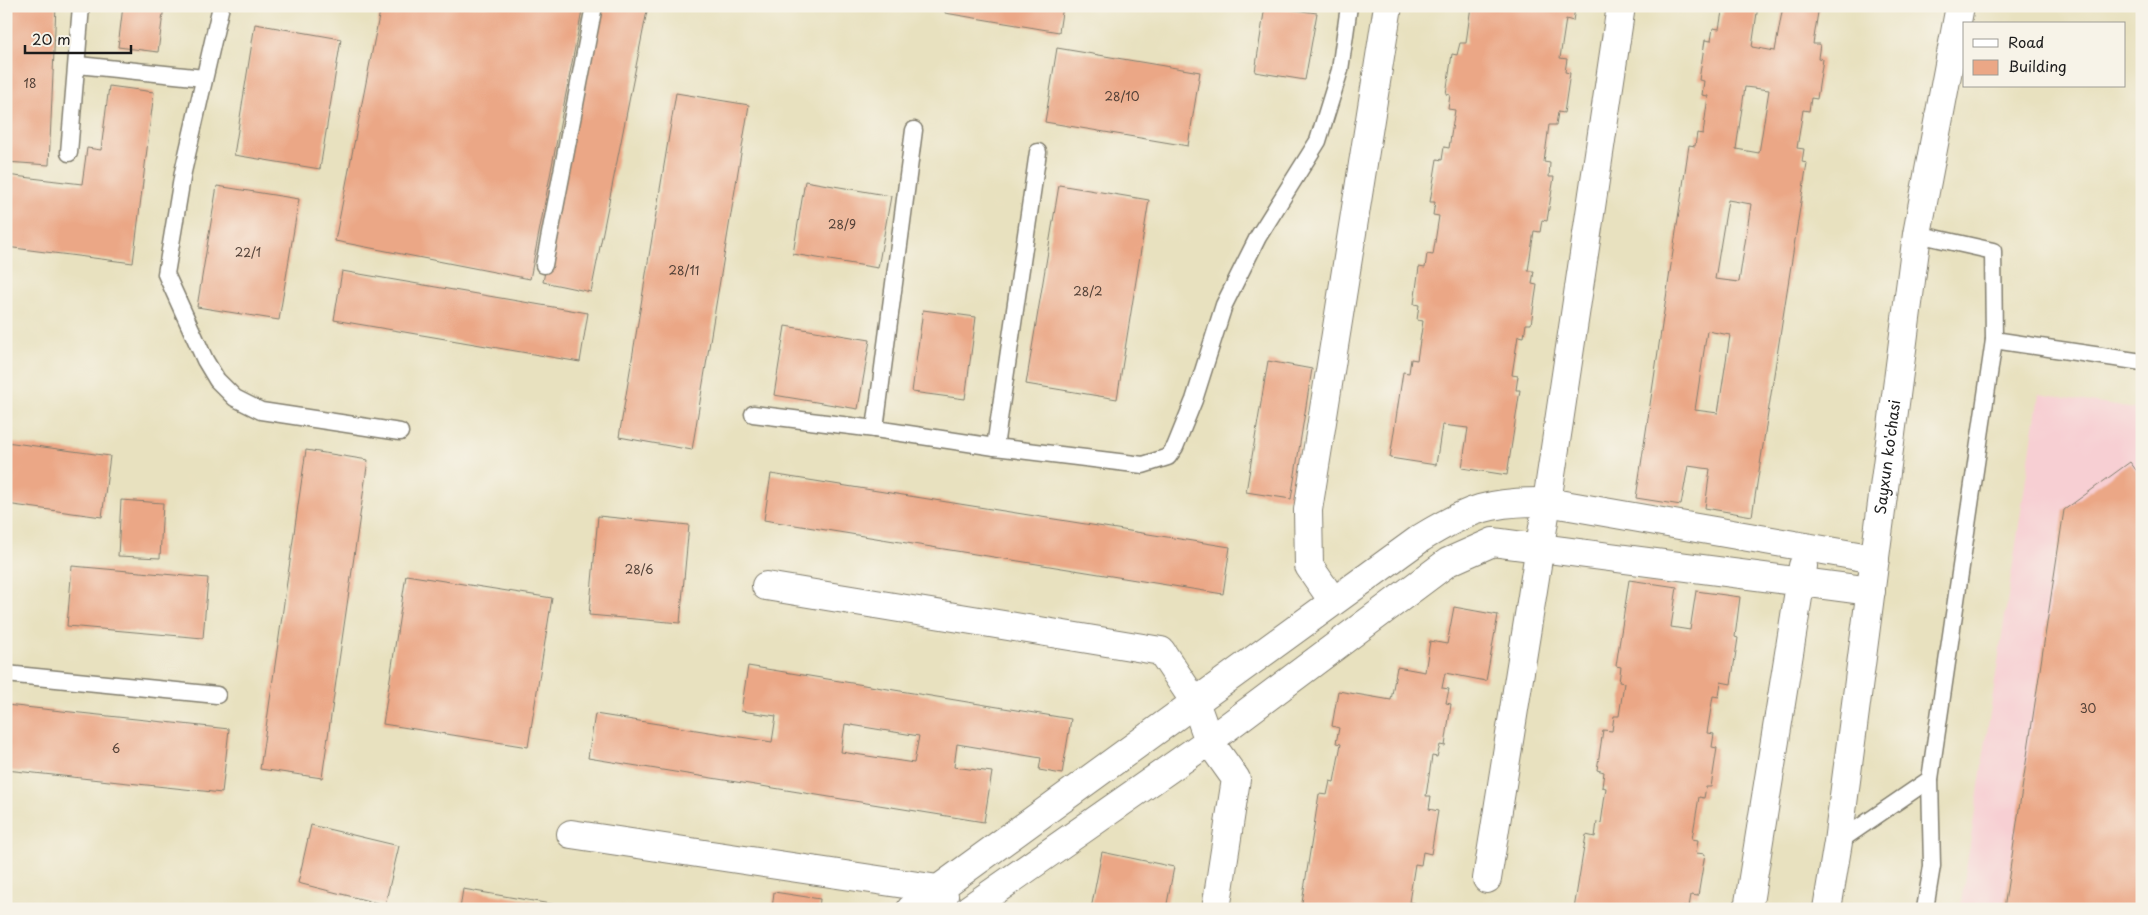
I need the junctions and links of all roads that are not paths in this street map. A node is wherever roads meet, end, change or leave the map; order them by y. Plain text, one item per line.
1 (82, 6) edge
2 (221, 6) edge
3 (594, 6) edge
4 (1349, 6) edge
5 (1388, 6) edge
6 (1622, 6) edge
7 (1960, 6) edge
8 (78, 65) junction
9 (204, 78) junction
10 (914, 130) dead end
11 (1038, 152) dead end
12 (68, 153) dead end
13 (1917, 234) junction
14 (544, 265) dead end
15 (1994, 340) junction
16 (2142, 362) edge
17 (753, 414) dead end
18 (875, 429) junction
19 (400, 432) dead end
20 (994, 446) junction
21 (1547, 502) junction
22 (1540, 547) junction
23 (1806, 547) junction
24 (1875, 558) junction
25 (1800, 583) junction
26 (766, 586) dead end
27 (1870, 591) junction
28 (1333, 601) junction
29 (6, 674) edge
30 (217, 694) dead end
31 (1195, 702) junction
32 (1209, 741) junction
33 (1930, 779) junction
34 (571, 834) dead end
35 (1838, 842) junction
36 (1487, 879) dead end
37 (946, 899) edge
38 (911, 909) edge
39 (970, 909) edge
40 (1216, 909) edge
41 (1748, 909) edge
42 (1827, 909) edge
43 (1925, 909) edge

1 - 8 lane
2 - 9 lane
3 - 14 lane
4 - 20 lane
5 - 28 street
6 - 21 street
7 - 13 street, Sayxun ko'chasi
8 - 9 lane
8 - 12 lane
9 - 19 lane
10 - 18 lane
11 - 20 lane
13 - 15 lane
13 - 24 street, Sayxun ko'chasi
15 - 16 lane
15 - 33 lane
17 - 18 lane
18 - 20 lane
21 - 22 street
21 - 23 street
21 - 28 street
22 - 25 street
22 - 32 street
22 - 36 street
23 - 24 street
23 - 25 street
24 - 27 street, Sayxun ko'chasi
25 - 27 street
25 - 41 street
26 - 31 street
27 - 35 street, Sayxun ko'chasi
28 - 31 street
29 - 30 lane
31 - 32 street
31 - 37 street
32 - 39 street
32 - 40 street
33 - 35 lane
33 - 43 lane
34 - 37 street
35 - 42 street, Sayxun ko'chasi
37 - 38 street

— TASK DIRECTIONS —
Report back each line of the entries that holds the string "chasi".

— ANSWER BELOW —
7 - 13 street, Sayxun ko'chasi
13 - 24 street, Sayxun ko'chasi
24 - 27 street, Sayxun ko'chasi
27 - 35 street, Sayxun ko'chasi
35 - 42 street, Sayxun ko'chasi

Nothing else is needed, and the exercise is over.